Né à Misraïms (Égypte en hébreu), le héros mène une vie heureuse entre une mère grecque et un père tunisien, devenu le roi de la cellophane au pays des pharaons. Considérés comme des étrangers même s'ils sont établis à Alexandrie depuis deux générations, ces juifs sont obligés de quitter leur ville alors qu'éclate la crise du canal de Suez en 1956. C'est le départ obligé vers la France, d'où le père réorganise la vie des siens en les emmenant à Beyrouth. Quand la guigne court après quelqu'un, elle le rejoint où qu'il soit. La guerre du Liban repousse la famille de nouveau vers la France, qui ferme cette fois-ci sa frontière aux détenteurs de passeport de la Tunisie, ennemie à l'époque du coq gaulois. Ils retraversent la Méditerranée pour débarquer sur une terre ancestrale qui leur est inconnue. C'est ainsi qu'on subit les dommages collatéraux issus de conflits meurtriers à propos d'un passage maritime et d'une appartenance religieuse.

Perturbé par cette conjoncture, Maurice ne peut repérer les balises capables de délimiter son sentier. Le « qui suis-je » est une question capitale à l'âge de la différence qui amène les pubères à se définir. Cet « afrit » (ce petit diable) doit se trouver une identité nationale, distinguer la spécificité de sa religion au contact des musulmans et des chrétiens, affronter en plus les métamorphoses afférentes à son âge. On ne passe pas de l'enfance à l'adolescence sans que la sexualité devienne une préoccupation angoissante. Ya Rab ! Mon Dieu, que la vie est difficile !

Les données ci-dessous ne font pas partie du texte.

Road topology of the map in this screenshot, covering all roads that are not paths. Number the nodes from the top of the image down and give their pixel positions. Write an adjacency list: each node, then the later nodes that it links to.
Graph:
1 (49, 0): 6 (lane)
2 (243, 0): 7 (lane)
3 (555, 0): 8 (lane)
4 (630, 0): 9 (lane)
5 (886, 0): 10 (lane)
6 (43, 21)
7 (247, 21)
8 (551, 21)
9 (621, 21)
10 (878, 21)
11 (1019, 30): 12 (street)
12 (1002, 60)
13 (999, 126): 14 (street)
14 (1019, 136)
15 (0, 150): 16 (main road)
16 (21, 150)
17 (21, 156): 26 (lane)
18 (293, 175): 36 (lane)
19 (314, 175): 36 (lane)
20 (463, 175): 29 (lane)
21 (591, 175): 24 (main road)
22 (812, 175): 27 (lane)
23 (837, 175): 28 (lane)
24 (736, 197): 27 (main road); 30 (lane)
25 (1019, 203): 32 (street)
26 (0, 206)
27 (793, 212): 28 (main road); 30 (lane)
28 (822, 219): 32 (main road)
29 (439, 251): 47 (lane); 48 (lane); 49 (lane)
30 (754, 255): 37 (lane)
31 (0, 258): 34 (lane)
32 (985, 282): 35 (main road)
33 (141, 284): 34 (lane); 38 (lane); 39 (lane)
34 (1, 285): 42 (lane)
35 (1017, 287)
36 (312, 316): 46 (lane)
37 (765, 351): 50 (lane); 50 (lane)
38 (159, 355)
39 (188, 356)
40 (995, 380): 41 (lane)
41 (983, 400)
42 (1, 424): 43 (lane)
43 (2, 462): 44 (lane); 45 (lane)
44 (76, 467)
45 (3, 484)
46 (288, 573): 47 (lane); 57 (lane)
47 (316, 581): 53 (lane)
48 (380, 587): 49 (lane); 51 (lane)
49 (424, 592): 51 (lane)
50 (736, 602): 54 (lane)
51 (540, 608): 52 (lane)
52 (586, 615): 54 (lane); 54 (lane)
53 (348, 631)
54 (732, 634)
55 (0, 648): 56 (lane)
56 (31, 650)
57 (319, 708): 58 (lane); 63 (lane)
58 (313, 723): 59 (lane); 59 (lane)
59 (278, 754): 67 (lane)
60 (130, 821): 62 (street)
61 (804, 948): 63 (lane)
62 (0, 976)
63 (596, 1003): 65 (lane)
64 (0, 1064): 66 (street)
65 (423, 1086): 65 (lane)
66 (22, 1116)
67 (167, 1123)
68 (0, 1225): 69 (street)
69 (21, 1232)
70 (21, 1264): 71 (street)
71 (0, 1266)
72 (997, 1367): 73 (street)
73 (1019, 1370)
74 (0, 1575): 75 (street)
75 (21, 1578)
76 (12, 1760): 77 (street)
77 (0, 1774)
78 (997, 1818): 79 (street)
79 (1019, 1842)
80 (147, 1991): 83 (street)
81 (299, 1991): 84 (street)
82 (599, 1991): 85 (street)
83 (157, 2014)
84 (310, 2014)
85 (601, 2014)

Elle l'est d'autant plus du fait que son père n'éprouve pas de problèmes d'adaptation. Le jeune héros aimerait bien le voir réagir violemment contre l'humiliation subie par sa famille. Au contraire, il jette facilement le voile sur les offenses, comme le prescrit un proverbe juif. La relation filiale est ainsi entachée par cette indifférence paternelle devant ce qu'il vit. Ce n'est qu'en 1990 que Maurice exigera de son père les motifs de sa conduite lors de leurs pérégrinations. Les justifications obtenues forment des chapitres qui s'entrecroisent avec ceux du récit afin d'éclairer chacun des déplacements. Le roman se présente donc comme un balancier qui oscille dans le temps.

Avec une plume dépouillée et efficace, Victor Teboul trace le portrait d'une victime des enjeux politiques comme l'a fait Wajdi Mouawad d'un petit Libanais du même âge dans Visage retrouvé. Lors des conflits, on ne parle jamais des conséquences sur les jeunes en voie de devenir adulte. Leur évolution est suspendue. Ya hasra ! Que c'est dommage ! Le petit juif du roman est placé dans un dilemme inextricable.

En somme, c'est un apatride polyglotte. Ce n'est que lentement qu'il découvre son « étrangeté ». Il parvient finalement à se définir comme un francophone sans terreau. On comprend que, rendu au Québec, il se prononce en faveur de l'indépendance de sa terre d'adoption pour se donner un pays qui répond à son choix linguistique alors que son père joue au trictrac avec des amis musulmans dans les aires de restauration d'un grand centre commercial.